11″ W x 14″ H

 Acrylic on canvas board. Framed.

Our mind’s ability to integrate multiple memories allows us to gain insight into experiences. Memory can anchor us, particularly in times of darkness, because we are able to recall past experiences of having endured or been rescued from overwhelming circumstances. 

Exactly how one past memory links with another is still a scientific mystery. This neuron is depicted in the shape of an anchor to reference the concept and cognitive practice of ‘memory anchors’ which aid the brain in boosting recollection, as well as encouraging positive responses internally to circumstances going on outside of us. Along with the scientific connection, is the additional meaning of an anchor as a familiar symbol of faith.

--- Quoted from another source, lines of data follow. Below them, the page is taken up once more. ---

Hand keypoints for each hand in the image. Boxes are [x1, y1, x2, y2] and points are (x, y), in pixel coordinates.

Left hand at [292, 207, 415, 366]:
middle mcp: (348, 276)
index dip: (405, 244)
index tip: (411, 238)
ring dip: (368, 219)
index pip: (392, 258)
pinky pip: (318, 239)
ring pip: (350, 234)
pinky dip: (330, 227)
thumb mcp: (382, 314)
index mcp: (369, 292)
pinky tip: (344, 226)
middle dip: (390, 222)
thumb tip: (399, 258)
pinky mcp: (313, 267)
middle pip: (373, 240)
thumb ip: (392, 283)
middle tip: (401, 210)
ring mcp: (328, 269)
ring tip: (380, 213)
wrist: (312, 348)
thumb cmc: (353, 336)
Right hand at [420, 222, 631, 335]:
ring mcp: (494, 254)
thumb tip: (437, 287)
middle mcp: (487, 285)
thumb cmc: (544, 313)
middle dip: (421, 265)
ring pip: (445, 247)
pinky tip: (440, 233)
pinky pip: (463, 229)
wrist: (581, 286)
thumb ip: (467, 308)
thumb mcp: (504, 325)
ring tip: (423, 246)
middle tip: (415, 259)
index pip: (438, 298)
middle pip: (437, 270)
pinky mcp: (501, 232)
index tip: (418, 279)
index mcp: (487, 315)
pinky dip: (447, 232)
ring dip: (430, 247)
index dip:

A boat anchor keeps a vessel from floating away much like the presence of a solid faith. While a ‘memory anchor’ keeps a memory from doing the same and allows us to connect what we are learning to something we already know. Therefore, when life’s deep tumultuous waters come to overwhelm us, it is necessary to choose to anchor our thoughts in hope and not be swept away by waves of despair.

About the Neuron Series

Whenever finding myself in foreign surroundings, I am provoked to create. This doesn’t only have to do with geographical location but also life situations.  This series of paintings has been inspired by the journey my family has walked alongside our daughter who has special needs. In coming to better understand and embrace this reality, I never expected to become so intrigued by the complexity and beauty of the human mind.

I have been amazed to learn that everything we think and feel and do is nearly impossible without the work of neurons and their communication with each other. These neural connections are what make each of us unique. There is an unfathomable complexity in the human mind down to the detail of one miniscule neuron; this I find so very ironic with the reality that we as humans are also only dust.

Further study into the life and death of neurons and the concept of neuro-genesis leaves me amazed and hopeful with the mind’s ability to re-circuit itself in order to overcome inflicted damage.  It has been discovered that even songbirds have the unique ability to lay down neuron pathways in their brains when learning new songs. By changing these songs seasonally, the regeneration of neurons is encouraged.

Through creating this series, I have been reminded that we all have parts of our minds that are untapped and/or in desperate need of healing and redemption. These areas of dysfunction, some more visible than others, require deep restoration. Part of the transformation process is the intentional learning of new ways of thinking and living. What began as a way to understand, cope and hope for the healing of my daughter’s mind, has  developed into a plea for the slumbering areas of my own mind to awake as well, imparting to both of us a new song.